1. The banks were accused by the federal government and 49 states of a long list of allegations of serious wrongdoing which take 10 pages to detail (see pages F-2 through F-11 of the Federal Release in the settlement documents referred to above). These allegations include fraud and misrepresentations of numerous kinds, including in the form of many thousands of perjured documents submitted to courts over an extended period of time. The banks do not admit to any of these allegations or to any resulting liability.

2. Now the banks have negotiated with the governmental entities to pay restitution for their extensive alleged wrongdoing, and in particular to homeowners who’ve already lost their homes to foreclosure. But as a precondition to receiving that restitution, these former homeowners will in many cases be faced with a moral dilemma: can they sign a statement under penalty of perjury asserting that their “ability to save the home” was affected by “servicer errors or misconduct” when they do not know whether such errors or misconduct happened as to their mortgage, and if so whether it had any effect on their “ability to save the home.”

3. Because the “Monitoring Committee” has made clear that the “Settlement Administrator” will not be required to get documentation from borrowers about their statements on the claim forms, borrowers are seemingly being encouraged to make statements that will in many cases be vague and factually unverifiable, while asserting the truthfulness and accuracy of those statements under penalty of perjury.

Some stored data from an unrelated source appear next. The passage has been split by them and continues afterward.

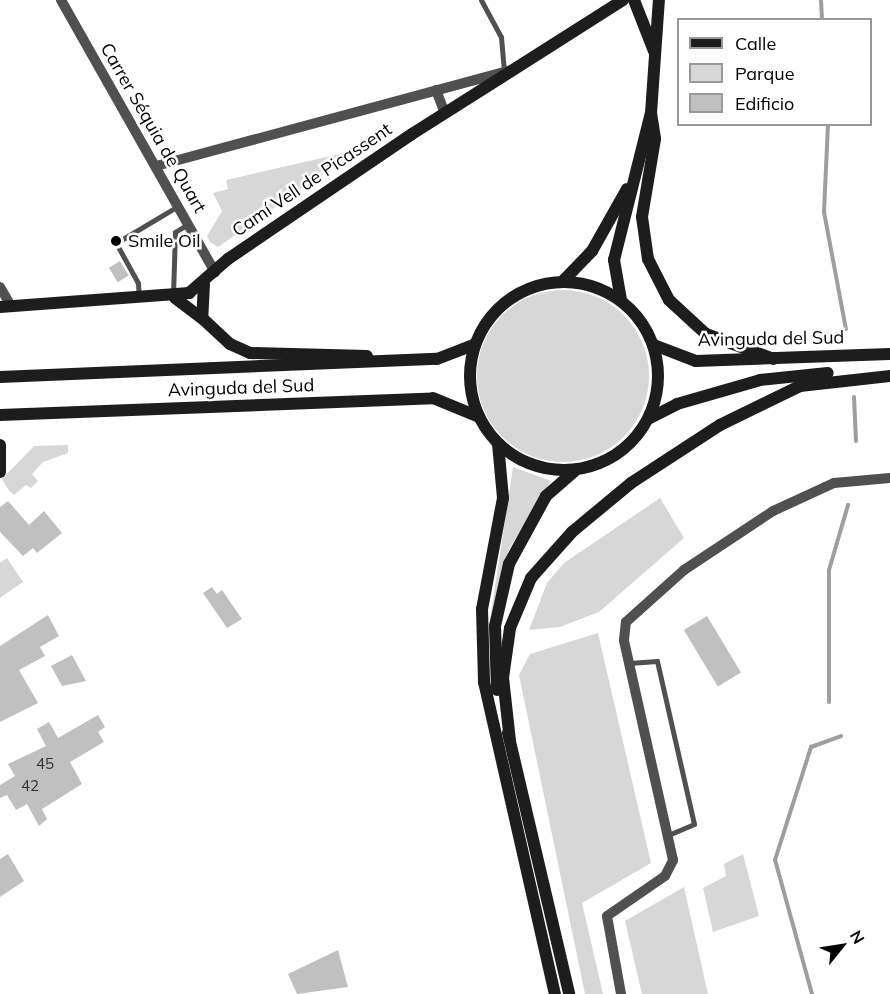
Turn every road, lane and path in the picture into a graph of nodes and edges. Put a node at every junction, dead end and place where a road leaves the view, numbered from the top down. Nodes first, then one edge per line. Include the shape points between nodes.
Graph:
1 (61, 0) edge
2 (481, 0) edge
3 (623, 0) edge
4 (634, 0) edge
5 (659, 0) edge
6 (657, 66) junction
7 (510, 71) junction
8 (436, 90) junction
9 (445, 113) junction
10 (651, 113) junction
11 (156, 166) junction
12 (634, 178) junction
13 (178, 206) junction
14 (188, 224) junction
15 (215, 273) junction
16 (563, 281) junction
17 (204, 284) junction
18 (0, 287) edge
19 (174, 298) junction
20 (139, 300) junction
21 (621, 300) junction
22 (5, 307) edge
23 (202, 318) junction
24 (474, 345) junction
25 (654, 345) junction
26 (890, 354) edge
27 (774, 359) junction
28 (392, 361) junction
29 (890, 370) edge
30 (0, 376) edge
31 (890, 376) edge
32 (0, 415) edge
33 (479, 417) junction
34 (650, 418) junction
35 (498, 444) junction
36 (0, 445) edge
37 (2, 470) edge
38 (576, 471) junction
39 (890, 478) edge
40 (629, 663) junction
41 (510, 741) junction
42 (668, 835) junction
43 (555, 994) edge
44 (569, 994) edge
45 (621, 994) edge

1 - 11 street, Carrer Séquia de Quart
2 - 7 lane via 501,37
3 - 7 main road, Camí Vell de Picassent
4 - 6 main road
5 - 6 main road
6 - 10 main road
7 - 8 street, Camí Vell de Picassent
7 - 9 main road, Camí Vell de Picassent
8 - 9 street
8 - 11 street, Camí Vell de Picassent
9 - 15 main road, Camí Vell de Picassent
10 - 12 main road
10 - 27 main road via 655,139 642,217 648,259 669,300 706,334
11 - 13 street, Carrer Séquia de Quart
12 - 16 main road via 592,251
12 - 21 main road via 614,260
13 - 14 street, Carrer Séquia de Quart
13 - 20 lane via 116,243 138,283
14 - 15 street, Carrer Séquia de Quart
14 - 19 lane via 175,232
15 - 17 main road, Camí Vell de Picassent
16 - 21 main road via 593,286
16 - 24 main road via 534,286 508,299 488,319
17 - 19 main road, Camí Vell de Picassent
17 - 23 main road
18 - 22 street
19 - 20 main road
19 - 23 main road
20 - 22 main road
21 - 25 main road via 641,320
23 - 28 main road via 230,344 250,353 353,354
24 - 28 main road, Avinguda del Sud via 437,359
24 - 33 main road via 470,377
25 - 27 main road, Avinguda del Sud via 696,361
25 - 34 main road via 659,370
26 - 27 main road, Avinguda del Sud
28 - 30 main road, Avinguda del Sud
29 - 34 main road, Avinguda del Sud via 760,380 677,404
31 - 41 main road via 800,386 730,420 631,483 572,532 531,578 510,628 503,678
32 - 33 main road, Avinguda del Sud via 433,399
33 - 35 main road
34 - 38 main road via 623,450
35 - 38 main road via 525,463
35 - 43 main road via 503,498 482,609 484,682
36 - 37 main road
38 - 41 main road via 546,496 503,584 494,670
39 - 40 street via 821,487 712,550 629,616 623,633
40 - 42 street
40 - 42 lane via 657,661 694,824
41 - 44 main road
42 - 45 street via 673,860 665,876 607,916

4. The banks, having admitted to no fault, having paid their modest penalty, and having foisted this moral conundrum onto the foreclosed borrowers, can now wash their hands entirely of the matter. They no longer care how each borrower handles the matter since the pot of money does not change. The money just shifts out of the hands of the perhaps more carefully honest borrowers who disqualify themselves by admitting that they cannot swear to the fact that they lost the property because of lender wrongdoing.

5. Thus this settlement process has lowered borrowers—through circumstances almost entirely outside their control—to the moral level of the original robo-signers: “just sign here and don’t worry what the statements say or what they mean.”